New York Times columnist Gail Collins pens a colourful - albeit whimsical - piece on the history of public interest in politics in the United States. She contrasts the rowdy, crowded and often bloody character of US politics a century ago to its comparatively tranquil and staid modern incarnation. While unconvincingly suggesting that video games and women are responsible for this transformation, she briefly points in a more compelling direction:
People are also less enthusiastic about politics because they no longer think of their political affiliation as being central to their identity. Once reformers arrived with the 20th century, Americans were taught to prove they were good citizens by studying the party platforms, not by getting in a fistfight at a bar. Since nobody actually did study the party platforms, folks simply slunk home and waited for the invention of radio and professional sports teams.
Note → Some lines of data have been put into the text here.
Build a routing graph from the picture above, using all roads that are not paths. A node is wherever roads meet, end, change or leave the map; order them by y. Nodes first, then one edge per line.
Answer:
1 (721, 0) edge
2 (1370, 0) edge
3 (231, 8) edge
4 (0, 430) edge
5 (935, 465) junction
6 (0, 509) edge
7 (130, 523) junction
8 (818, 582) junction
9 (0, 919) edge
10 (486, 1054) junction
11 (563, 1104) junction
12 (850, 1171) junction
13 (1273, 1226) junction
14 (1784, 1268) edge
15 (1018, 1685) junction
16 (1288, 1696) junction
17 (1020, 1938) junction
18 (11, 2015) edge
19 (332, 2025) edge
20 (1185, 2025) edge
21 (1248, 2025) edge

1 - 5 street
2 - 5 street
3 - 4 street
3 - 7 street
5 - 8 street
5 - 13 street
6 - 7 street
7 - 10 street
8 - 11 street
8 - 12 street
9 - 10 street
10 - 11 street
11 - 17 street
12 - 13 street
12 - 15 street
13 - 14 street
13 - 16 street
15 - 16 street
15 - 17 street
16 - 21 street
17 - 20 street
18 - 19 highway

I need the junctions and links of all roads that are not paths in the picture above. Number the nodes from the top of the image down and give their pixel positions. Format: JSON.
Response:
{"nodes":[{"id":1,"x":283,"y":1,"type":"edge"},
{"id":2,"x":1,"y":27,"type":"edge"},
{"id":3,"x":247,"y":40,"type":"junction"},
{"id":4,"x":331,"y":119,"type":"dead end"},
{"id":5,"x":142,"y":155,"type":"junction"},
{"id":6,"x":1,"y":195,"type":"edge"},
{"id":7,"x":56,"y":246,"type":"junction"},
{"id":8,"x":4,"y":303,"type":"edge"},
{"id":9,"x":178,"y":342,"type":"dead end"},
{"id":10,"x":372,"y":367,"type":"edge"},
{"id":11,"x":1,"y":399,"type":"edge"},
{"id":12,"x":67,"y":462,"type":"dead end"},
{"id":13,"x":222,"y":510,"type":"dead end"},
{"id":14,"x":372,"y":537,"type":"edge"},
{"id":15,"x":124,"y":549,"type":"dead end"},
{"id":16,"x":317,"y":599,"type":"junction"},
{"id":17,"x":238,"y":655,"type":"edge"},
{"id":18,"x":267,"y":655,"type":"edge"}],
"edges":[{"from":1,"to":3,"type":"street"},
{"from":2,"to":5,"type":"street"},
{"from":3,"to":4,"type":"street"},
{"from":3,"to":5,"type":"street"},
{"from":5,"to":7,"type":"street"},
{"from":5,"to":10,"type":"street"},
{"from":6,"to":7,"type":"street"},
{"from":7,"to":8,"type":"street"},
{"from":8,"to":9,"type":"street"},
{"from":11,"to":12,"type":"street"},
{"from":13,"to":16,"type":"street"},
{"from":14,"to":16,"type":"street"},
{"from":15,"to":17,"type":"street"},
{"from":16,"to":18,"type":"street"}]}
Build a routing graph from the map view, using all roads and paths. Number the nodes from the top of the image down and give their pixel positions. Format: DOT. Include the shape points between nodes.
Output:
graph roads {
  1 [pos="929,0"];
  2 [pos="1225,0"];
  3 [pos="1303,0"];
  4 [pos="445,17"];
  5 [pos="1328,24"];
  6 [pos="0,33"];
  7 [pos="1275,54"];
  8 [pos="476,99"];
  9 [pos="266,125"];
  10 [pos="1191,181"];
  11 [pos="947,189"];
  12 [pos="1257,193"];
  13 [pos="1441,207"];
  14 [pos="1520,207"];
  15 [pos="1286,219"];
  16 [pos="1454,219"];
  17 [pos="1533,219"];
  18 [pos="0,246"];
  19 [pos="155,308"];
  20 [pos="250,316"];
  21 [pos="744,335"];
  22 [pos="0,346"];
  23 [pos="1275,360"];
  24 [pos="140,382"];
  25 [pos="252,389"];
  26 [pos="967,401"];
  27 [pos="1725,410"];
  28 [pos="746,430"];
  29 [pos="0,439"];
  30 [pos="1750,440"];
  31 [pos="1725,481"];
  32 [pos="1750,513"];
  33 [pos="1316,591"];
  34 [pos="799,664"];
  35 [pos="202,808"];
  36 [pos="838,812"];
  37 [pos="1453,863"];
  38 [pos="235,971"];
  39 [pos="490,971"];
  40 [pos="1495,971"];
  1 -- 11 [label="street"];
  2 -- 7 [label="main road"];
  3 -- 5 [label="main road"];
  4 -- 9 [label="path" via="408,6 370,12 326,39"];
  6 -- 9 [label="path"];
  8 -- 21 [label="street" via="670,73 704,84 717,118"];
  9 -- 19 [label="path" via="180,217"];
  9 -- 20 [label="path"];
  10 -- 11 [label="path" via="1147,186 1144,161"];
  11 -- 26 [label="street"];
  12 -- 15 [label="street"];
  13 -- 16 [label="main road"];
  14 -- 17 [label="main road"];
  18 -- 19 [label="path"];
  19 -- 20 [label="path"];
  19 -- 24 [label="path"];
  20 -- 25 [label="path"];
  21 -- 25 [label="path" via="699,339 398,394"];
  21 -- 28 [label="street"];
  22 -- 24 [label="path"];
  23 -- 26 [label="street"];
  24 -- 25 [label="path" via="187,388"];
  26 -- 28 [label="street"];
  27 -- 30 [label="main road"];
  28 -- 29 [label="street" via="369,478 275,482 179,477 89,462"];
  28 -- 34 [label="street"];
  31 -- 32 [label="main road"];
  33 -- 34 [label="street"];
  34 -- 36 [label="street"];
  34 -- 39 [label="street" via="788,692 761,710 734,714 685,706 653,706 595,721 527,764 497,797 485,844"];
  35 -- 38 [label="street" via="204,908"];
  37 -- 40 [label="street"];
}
If we accept Collins' description as largely true for the US, how does the American example stack up against the world? Take, for example, the nature of student politics, so often the cauldron in which political identities are forged (or not forged). Twinned with violence, bristling senses of political affiliation remain common around the world. One need only look so far as an Indian college campus, for instance, to feel the uncomfortable heat of party political identity. Elsewhere, fierce party identities may induce less violence but are no less prevalent. In British student unions, aspiring student politicians are affiliated with political parties. In their American equivalents, on the other hand, such naked and presumptuous politicking would be totally out of place. Why does party identity persist in many parts of the world and not in the US?
Collins doesn't ask what it means in a democracy for party identity to be out of vogue. But even without the bluster of party tribalism, American politics cannot substitute "modern" indifference for cool, reasoned engagement.